Like many good causes, Comic Relief can rely on the goodwill of technology vendors to support it, in this case Oracle, Sun Microsystems and design company Can Factory. But despite their assistance, it still faced a technical challenge to ensure it had robust, scalable systems. "We can't afford to take any risks," says Gill.
Comic Relief opted for an 'N+1' redundancy model, building two interconnected data centres, set 11 miles apart in Leeds. Each was filled with clusters of Sun 880 servers running Oracle's 10g application server and a transaction processing system built with partners WorldPay and Zeus Technology.

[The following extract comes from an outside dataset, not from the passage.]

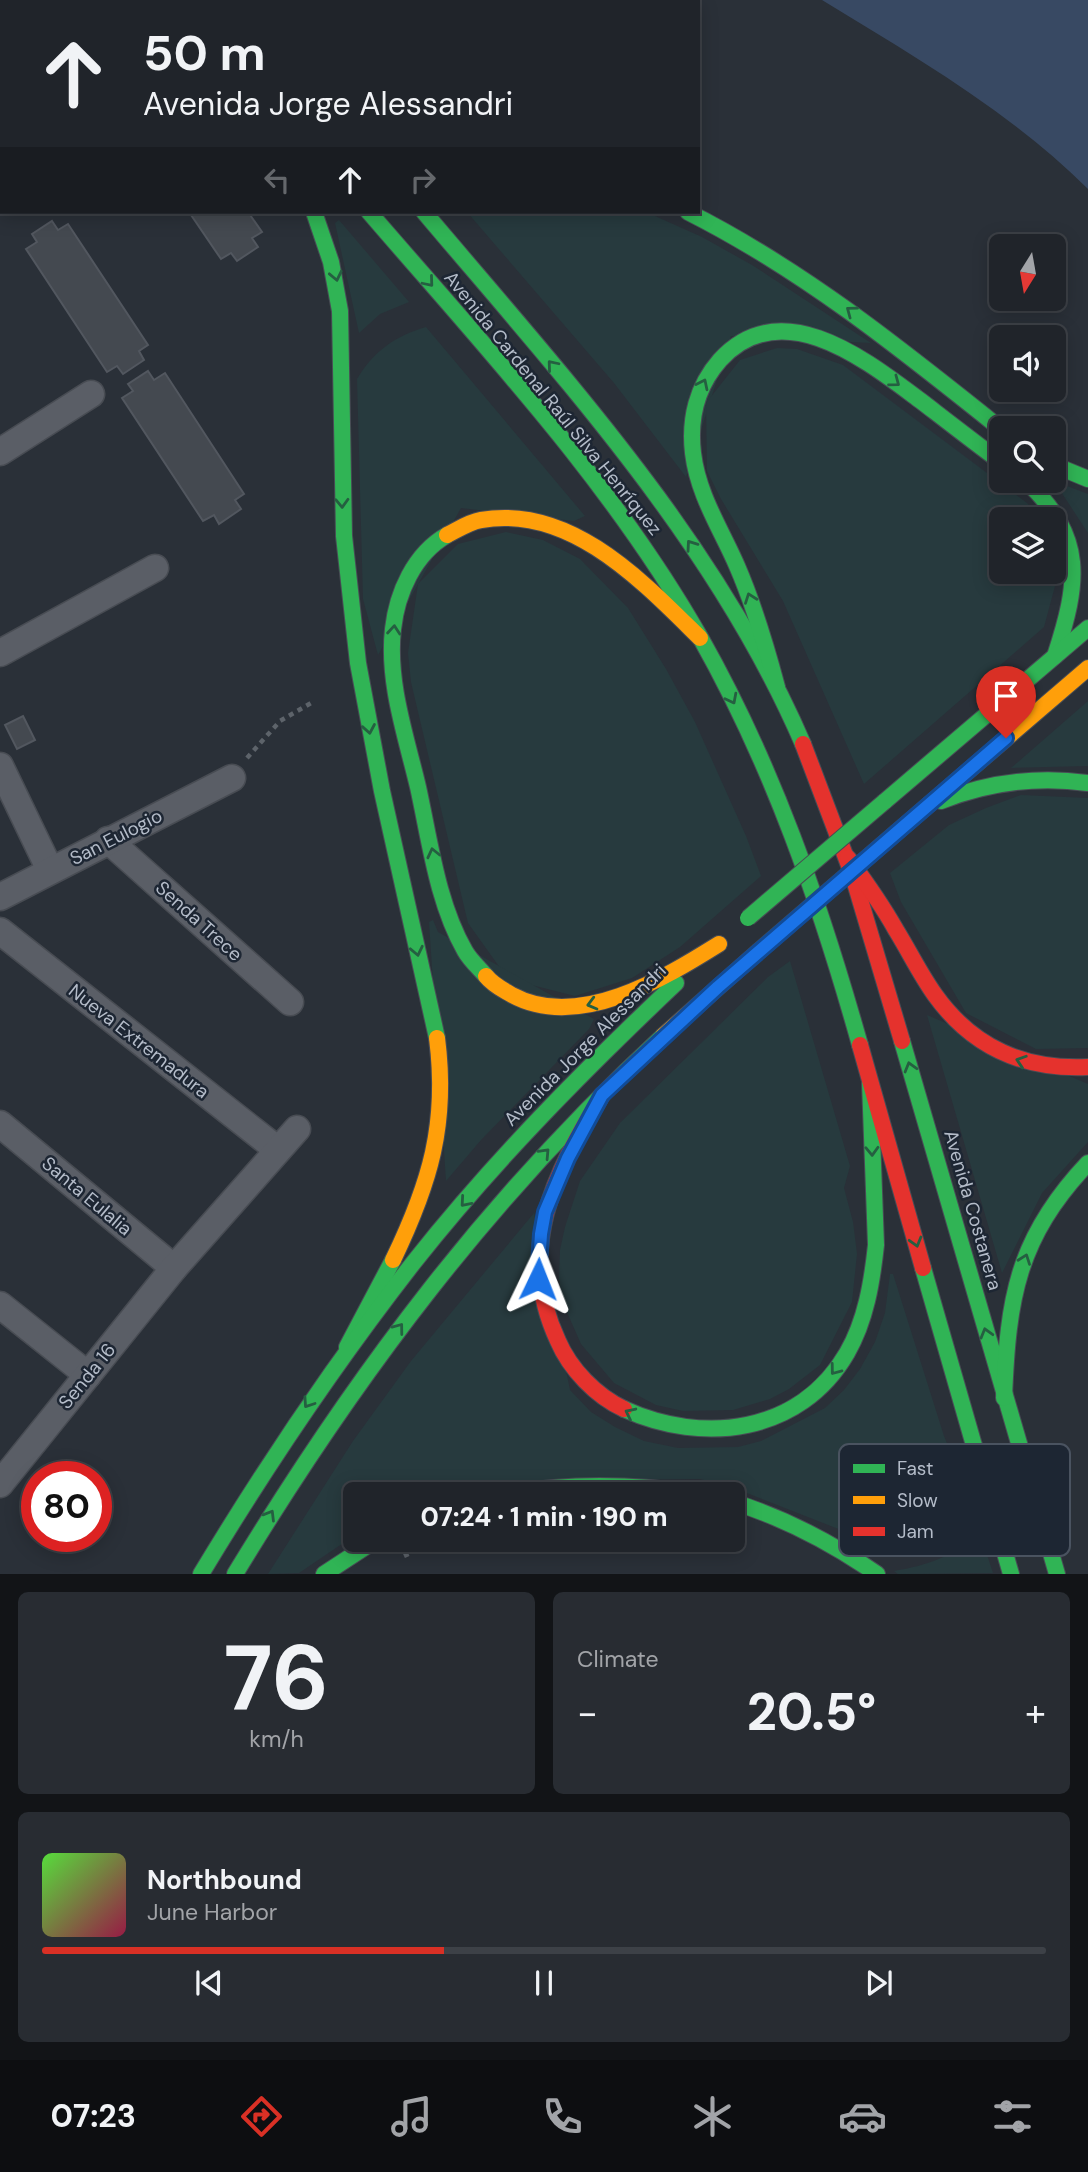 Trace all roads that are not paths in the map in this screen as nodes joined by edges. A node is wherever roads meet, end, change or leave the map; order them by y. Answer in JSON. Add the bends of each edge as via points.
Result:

This model also supports the instantaneous scalability required to withstand the steep rise in traffic that Comic Relief's web site receives on the evening of Red Nose Day. Dynamic management is crucial in order to handle any unforeseen challenges, as is having a plan B. During the 2005 telethon event, one of the servers in the data centre failed - given the absolute requirement to provide an uninterrupted service, this had the potential to be disastrous.
However, by using dynamic load balancing, the IT team were able to move donor sessions across to the other site without any loss in data. For Gill and his team, every Red Nose Day is a trial by fire for the latest incarnation of the IT infrastructure. In 2005, despite the one hitch, Comic Relief was able to automatically process more than 242,000 online transactions (over a terabyte of data) in six hours and raise a total of over £7.5 million through its new media operation.
Gill believes that building the system from hardware and software from best of breed suppliers is the most successful approach. Having considered partnering with a utility computing provider who could manage and host the whole infrastructure, he believes that the ability of such providers to manage infrastructures of the size Comic Relief requires has not yet been proven. "Secondly, it's too much commitment to ask of just one company," says Gill.
Resource constraints mean that Comic Relief must use the same data centres to perform both pre- and post-event functions such as distributing on-line media and counting the money.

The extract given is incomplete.